▸ **Extracted material**:

-=-=-=-=-

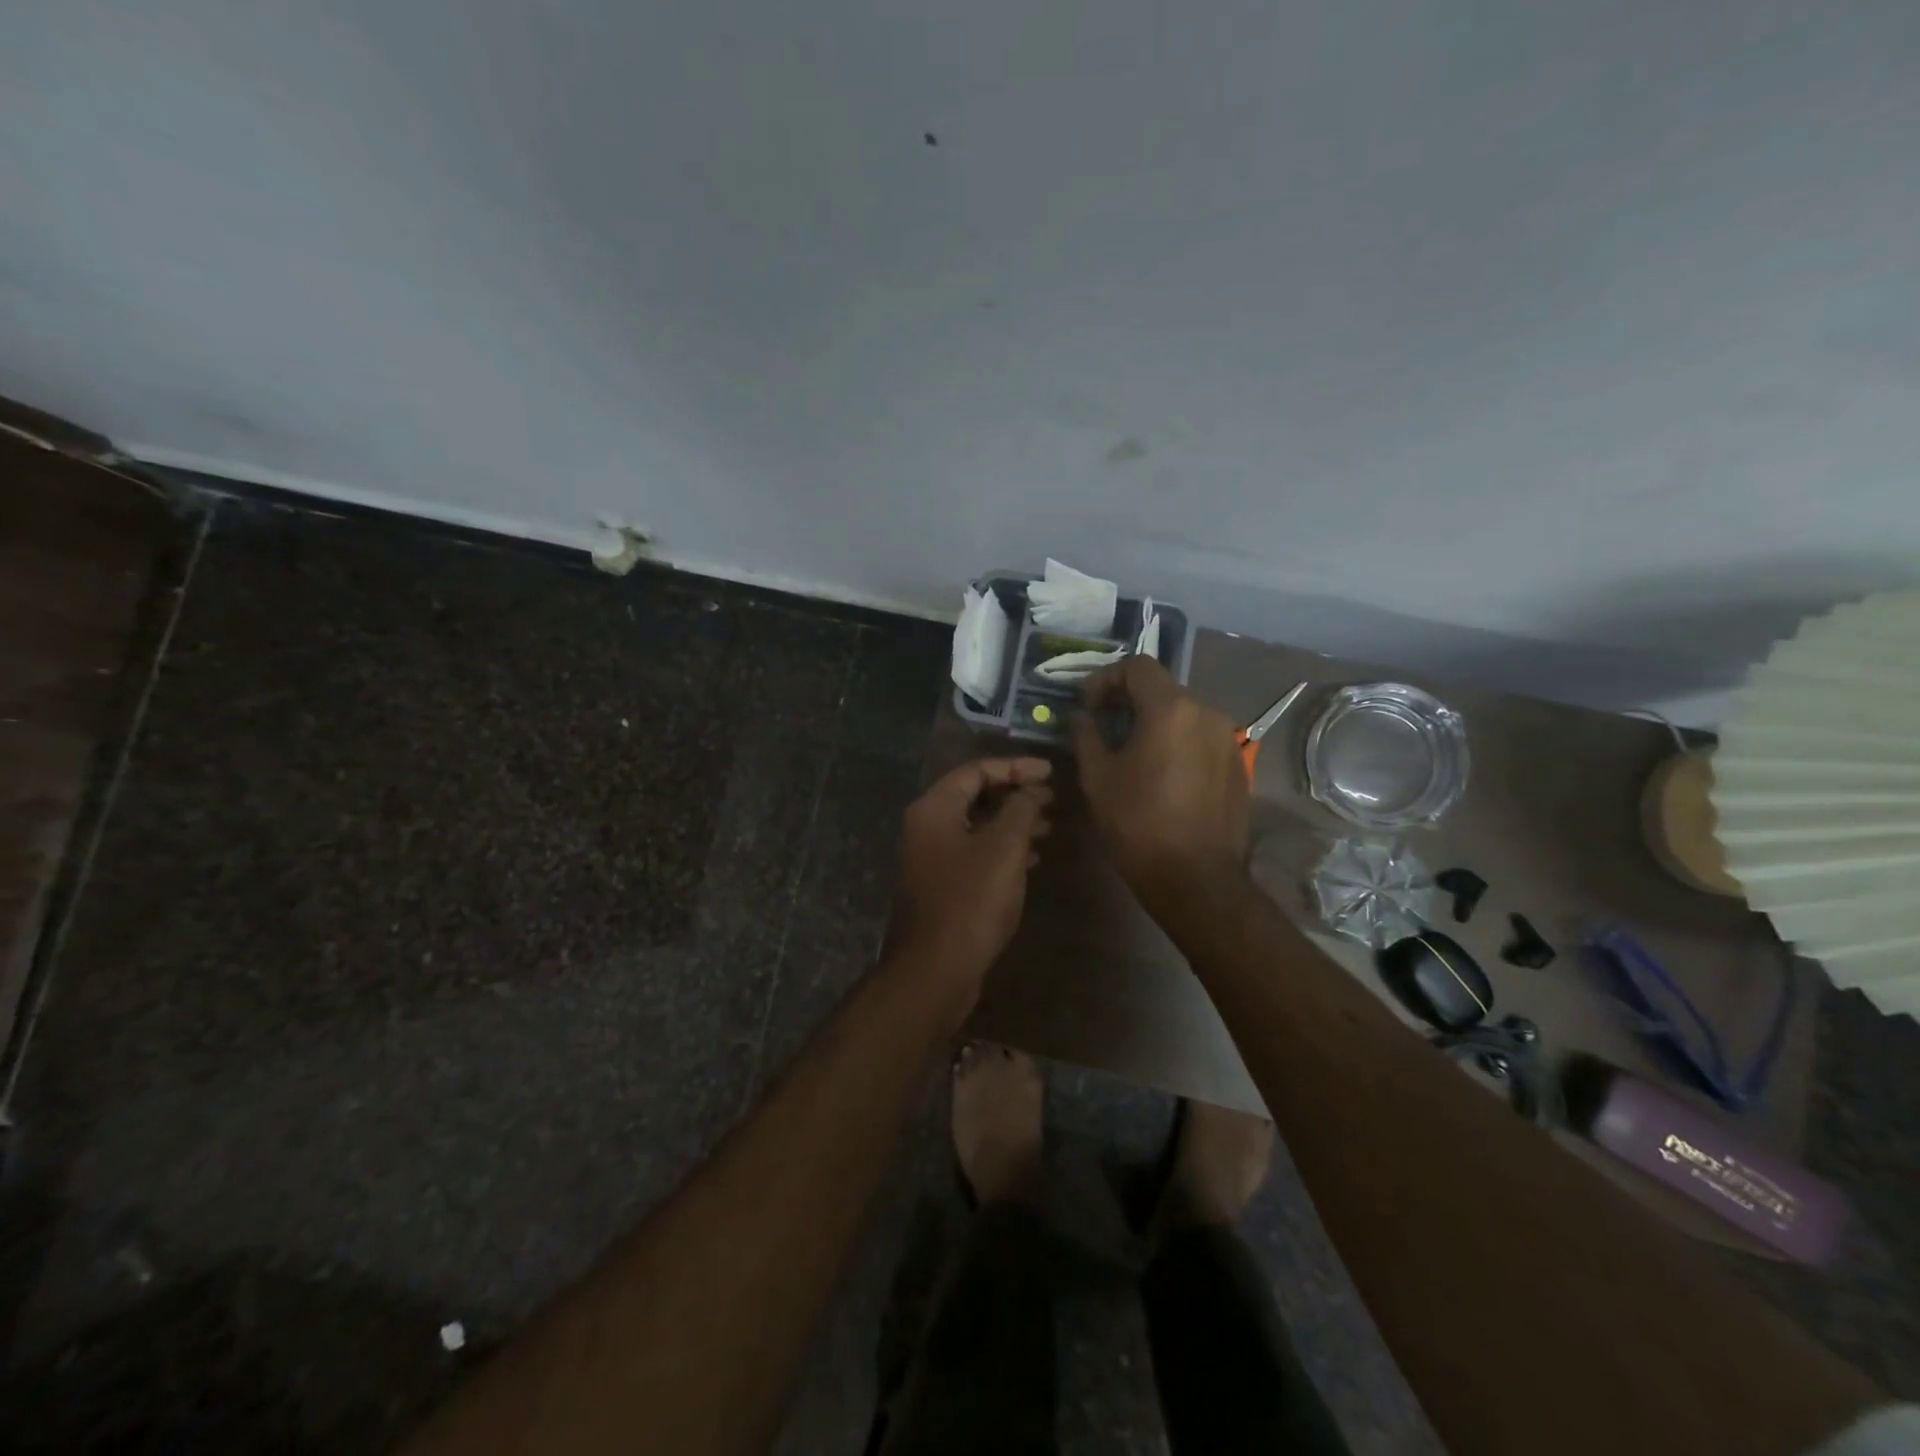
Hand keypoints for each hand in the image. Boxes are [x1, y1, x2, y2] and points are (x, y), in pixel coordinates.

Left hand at [889, 757, 1053, 1006]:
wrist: (936, 969)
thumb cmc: (971, 901)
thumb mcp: (1004, 848)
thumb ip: (1020, 809)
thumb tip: (1031, 789)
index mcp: (934, 809)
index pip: (976, 771)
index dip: (1015, 767)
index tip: (1050, 773)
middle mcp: (926, 827)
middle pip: (974, 796)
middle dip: (1014, 794)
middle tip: (1051, 799)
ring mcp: (930, 857)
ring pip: (976, 826)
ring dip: (1012, 823)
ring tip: (1048, 827)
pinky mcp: (941, 884)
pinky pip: (974, 852)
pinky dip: (1002, 849)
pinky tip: (1031, 859)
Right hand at [1073, 657, 1247, 907]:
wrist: (1196, 878)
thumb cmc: (1138, 824)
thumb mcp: (1098, 778)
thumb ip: (1086, 736)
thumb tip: (1081, 716)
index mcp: (1171, 709)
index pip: (1137, 667)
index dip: (1106, 678)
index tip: (1088, 705)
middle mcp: (1206, 712)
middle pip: (1162, 688)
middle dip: (1129, 699)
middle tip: (1103, 725)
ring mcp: (1227, 738)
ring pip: (1183, 712)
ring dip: (1154, 720)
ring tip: (1131, 750)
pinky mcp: (1237, 763)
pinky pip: (1200, 736)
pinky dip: (1177, 740)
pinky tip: (1161, 772)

-=-=-=-=-

▸ **Task brief**: Repeat exactly the lines above from the one with "Left hand at" up to and including the one with "Right hand at". No other line belongs in the reply.

▸ **Answer section**:
Left hand at [889, 757, 1053, 1006]:
wrist: (936, 969)
thumb cmc: (971, 901)
thumb mcp: (1004, 848)
thumb ip: (1020, 809)
thumb tip: (1031, 789)
index mcp: (934, 809)
index pip: (976, 771)
index dip: (1015, 767)
index tip: (1050, 773)
middle mcp: (926, 827)
middle pip: (974, 796)
middle dip: (1014, 794)
middle tip: (1051, 799)
ring mcp: (930, 857)
ring pip: (976, 826)
ring dip: (1012, 823)
ring tip: (1048, 827)
pinky mcp: (941, 884)
pinky pip: (974, 852)
pinky dip: (1002, 849)
pinky tip: (1031, 859)
Right hand at [1073, 657, 1247, 907]:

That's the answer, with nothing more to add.